[[ DATASET ENTRIES, beginning ]]

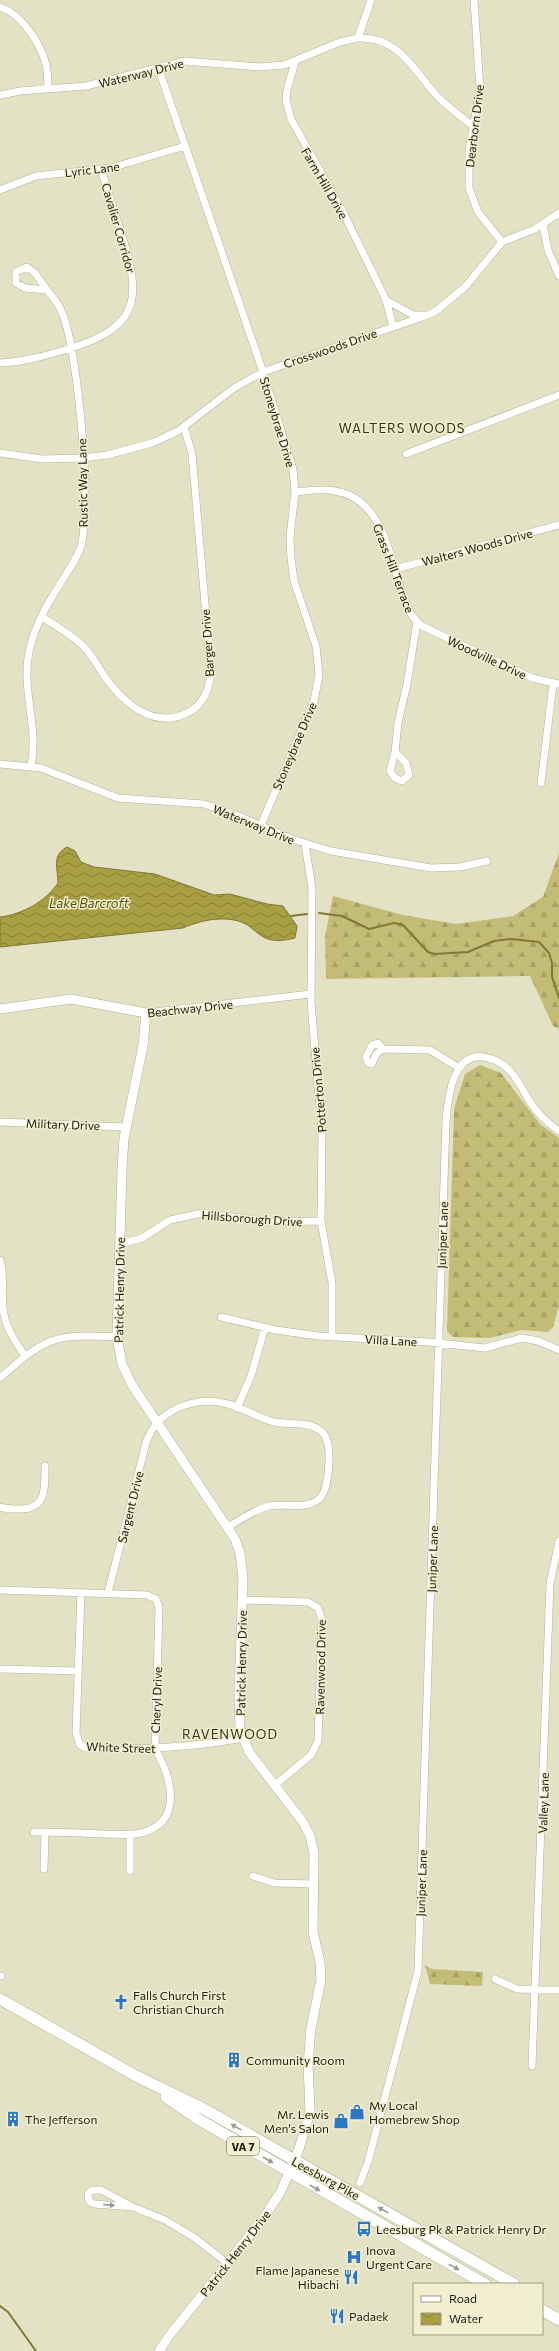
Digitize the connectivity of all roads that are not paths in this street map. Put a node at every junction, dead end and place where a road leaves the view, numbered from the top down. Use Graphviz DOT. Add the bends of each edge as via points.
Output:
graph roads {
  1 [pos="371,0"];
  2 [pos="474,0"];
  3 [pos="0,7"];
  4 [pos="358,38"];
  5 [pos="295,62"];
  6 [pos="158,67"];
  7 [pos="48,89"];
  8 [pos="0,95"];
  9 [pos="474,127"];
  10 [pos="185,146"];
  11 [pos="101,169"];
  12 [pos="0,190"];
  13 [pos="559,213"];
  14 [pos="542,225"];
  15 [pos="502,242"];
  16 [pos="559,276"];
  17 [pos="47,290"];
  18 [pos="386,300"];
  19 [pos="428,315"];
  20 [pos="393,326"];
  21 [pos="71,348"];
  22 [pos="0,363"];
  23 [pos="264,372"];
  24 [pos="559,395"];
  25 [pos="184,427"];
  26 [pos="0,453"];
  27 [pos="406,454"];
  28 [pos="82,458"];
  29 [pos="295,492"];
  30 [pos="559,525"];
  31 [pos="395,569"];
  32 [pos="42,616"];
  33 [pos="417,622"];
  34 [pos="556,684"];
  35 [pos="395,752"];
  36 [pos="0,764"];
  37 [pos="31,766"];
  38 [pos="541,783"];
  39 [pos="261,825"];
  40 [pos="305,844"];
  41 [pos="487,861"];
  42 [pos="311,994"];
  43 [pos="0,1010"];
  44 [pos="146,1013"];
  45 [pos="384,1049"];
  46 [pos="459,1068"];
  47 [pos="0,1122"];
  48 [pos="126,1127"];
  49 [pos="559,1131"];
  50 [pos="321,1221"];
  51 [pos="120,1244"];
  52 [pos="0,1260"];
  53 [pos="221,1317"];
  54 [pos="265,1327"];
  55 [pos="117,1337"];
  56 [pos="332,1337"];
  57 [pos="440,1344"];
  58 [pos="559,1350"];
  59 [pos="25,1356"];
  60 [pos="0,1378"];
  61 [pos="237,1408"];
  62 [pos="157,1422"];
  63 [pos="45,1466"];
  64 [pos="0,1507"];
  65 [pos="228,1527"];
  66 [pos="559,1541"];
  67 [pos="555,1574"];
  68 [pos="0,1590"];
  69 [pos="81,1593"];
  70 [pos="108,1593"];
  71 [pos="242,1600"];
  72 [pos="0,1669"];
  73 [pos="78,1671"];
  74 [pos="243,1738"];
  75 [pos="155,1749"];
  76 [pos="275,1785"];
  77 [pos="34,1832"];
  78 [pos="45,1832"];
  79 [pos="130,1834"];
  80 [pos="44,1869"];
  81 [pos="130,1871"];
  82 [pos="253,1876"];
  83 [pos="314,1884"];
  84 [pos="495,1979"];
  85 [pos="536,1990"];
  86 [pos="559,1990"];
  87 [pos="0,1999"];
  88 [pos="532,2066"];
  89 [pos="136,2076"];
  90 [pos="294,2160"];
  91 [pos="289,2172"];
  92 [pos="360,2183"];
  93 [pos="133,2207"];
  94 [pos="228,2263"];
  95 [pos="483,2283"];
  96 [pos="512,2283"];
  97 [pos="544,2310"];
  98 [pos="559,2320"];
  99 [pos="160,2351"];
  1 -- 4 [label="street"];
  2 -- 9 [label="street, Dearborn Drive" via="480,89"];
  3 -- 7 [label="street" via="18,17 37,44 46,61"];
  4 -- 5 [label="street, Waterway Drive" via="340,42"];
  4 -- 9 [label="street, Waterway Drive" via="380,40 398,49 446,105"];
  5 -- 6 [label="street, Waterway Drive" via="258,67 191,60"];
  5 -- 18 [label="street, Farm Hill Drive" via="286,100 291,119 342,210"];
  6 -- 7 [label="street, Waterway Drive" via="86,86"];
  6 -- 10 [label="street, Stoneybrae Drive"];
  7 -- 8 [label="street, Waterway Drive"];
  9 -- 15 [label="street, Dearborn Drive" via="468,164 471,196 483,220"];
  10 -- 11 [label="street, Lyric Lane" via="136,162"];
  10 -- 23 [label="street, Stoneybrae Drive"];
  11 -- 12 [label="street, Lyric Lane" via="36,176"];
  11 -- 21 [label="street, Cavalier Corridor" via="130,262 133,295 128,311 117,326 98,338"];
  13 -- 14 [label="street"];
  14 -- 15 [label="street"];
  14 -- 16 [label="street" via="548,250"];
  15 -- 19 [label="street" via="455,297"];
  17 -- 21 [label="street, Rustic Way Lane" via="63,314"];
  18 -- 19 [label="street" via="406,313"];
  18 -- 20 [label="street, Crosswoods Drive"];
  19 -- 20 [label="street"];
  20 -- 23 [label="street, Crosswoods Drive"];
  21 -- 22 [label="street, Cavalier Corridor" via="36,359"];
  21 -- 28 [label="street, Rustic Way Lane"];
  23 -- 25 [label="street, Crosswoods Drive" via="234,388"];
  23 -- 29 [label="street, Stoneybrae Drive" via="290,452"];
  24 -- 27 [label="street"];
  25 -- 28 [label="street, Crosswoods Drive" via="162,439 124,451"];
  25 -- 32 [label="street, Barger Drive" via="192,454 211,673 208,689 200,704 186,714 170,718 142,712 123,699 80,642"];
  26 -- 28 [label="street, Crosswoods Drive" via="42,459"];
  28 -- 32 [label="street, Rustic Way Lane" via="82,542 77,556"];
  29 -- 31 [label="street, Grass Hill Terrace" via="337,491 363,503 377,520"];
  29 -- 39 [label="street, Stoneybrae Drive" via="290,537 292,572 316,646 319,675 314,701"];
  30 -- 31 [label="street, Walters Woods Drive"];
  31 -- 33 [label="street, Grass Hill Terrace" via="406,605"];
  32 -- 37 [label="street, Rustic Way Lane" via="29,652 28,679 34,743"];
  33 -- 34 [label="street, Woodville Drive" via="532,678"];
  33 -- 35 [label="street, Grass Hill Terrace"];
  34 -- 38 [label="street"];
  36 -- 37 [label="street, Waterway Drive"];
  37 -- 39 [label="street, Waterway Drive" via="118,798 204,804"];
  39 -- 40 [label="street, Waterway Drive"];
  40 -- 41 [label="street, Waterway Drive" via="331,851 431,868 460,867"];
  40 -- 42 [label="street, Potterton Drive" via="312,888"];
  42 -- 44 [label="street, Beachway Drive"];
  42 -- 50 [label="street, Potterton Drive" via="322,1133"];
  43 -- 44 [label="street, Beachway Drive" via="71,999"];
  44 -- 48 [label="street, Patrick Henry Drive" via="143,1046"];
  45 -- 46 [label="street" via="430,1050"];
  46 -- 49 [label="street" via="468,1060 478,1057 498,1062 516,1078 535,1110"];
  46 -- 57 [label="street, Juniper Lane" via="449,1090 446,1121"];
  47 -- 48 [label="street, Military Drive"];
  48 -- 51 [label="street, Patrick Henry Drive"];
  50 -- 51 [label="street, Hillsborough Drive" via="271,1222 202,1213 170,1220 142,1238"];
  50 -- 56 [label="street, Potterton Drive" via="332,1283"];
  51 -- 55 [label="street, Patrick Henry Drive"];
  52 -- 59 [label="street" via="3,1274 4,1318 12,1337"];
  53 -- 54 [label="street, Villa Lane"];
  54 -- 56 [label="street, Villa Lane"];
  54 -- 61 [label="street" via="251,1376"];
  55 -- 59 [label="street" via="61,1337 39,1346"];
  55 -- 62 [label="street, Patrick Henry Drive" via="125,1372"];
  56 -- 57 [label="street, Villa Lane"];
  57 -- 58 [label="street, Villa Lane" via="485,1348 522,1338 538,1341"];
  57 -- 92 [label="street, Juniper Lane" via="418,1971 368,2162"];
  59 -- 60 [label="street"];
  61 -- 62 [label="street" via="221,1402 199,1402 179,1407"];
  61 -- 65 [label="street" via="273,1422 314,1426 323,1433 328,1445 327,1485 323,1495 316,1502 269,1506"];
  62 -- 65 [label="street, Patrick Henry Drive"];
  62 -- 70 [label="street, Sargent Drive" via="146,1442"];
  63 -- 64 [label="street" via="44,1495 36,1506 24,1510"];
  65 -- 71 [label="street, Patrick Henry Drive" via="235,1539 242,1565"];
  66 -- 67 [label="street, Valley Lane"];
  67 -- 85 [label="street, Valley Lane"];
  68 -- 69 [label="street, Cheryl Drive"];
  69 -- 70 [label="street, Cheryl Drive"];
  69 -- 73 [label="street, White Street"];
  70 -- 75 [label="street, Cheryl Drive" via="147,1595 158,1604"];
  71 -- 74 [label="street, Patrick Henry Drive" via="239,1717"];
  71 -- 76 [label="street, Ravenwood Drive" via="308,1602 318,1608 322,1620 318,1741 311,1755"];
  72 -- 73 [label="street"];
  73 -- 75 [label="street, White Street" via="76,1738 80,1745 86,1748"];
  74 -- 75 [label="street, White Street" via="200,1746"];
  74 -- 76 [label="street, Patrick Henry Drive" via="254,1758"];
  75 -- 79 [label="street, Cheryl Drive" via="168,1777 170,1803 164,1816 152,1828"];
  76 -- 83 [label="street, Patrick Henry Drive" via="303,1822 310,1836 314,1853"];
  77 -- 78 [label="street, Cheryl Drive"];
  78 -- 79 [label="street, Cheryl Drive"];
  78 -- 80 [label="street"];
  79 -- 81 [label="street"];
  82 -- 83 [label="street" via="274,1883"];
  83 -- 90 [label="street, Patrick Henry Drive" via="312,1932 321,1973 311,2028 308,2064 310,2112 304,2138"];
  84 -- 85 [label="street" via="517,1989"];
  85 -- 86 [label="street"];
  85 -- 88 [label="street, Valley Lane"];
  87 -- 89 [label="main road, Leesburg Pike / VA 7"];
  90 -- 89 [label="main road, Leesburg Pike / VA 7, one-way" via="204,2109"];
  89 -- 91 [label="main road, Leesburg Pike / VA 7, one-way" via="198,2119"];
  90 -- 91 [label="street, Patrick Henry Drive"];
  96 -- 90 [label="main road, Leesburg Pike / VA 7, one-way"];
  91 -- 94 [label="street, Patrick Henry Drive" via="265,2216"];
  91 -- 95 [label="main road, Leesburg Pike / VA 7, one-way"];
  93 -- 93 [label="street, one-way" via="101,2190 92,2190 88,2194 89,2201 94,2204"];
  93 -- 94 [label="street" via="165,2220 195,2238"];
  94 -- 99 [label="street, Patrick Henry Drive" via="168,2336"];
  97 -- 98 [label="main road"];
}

[[ DATASET ENTRIES, end ]]
[[ DATASET ENTRIES, beginning ]]

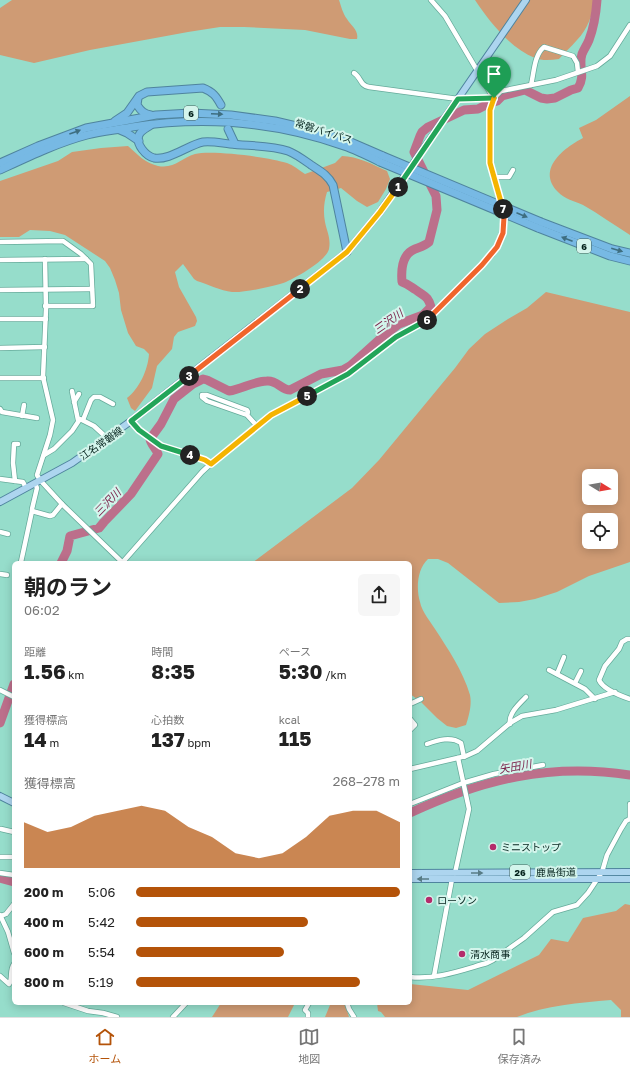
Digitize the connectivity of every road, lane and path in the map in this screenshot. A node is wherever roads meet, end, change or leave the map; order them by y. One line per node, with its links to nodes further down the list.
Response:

[[ DATASET ENTRIES, end ]]

● **WHAT THE EXERCISE ASKS**: Search the entries for the word "this", then copy every line in which it is found.

● **TASK RESPONSE**:
Digitize the connectivity of all roads that are not paths in this street map. Put a node at every junction, dead end and place where a road leaves the view, numbered from the top down. Use Graphviz DOT. Add the bends of each edge as via points.
Digitize the connectivity of every road, lane and path in the map in this screenshot. A node is wherever roads meet, end, change or leave the map; order them by y. One line per node, with its links to nodes further down the list.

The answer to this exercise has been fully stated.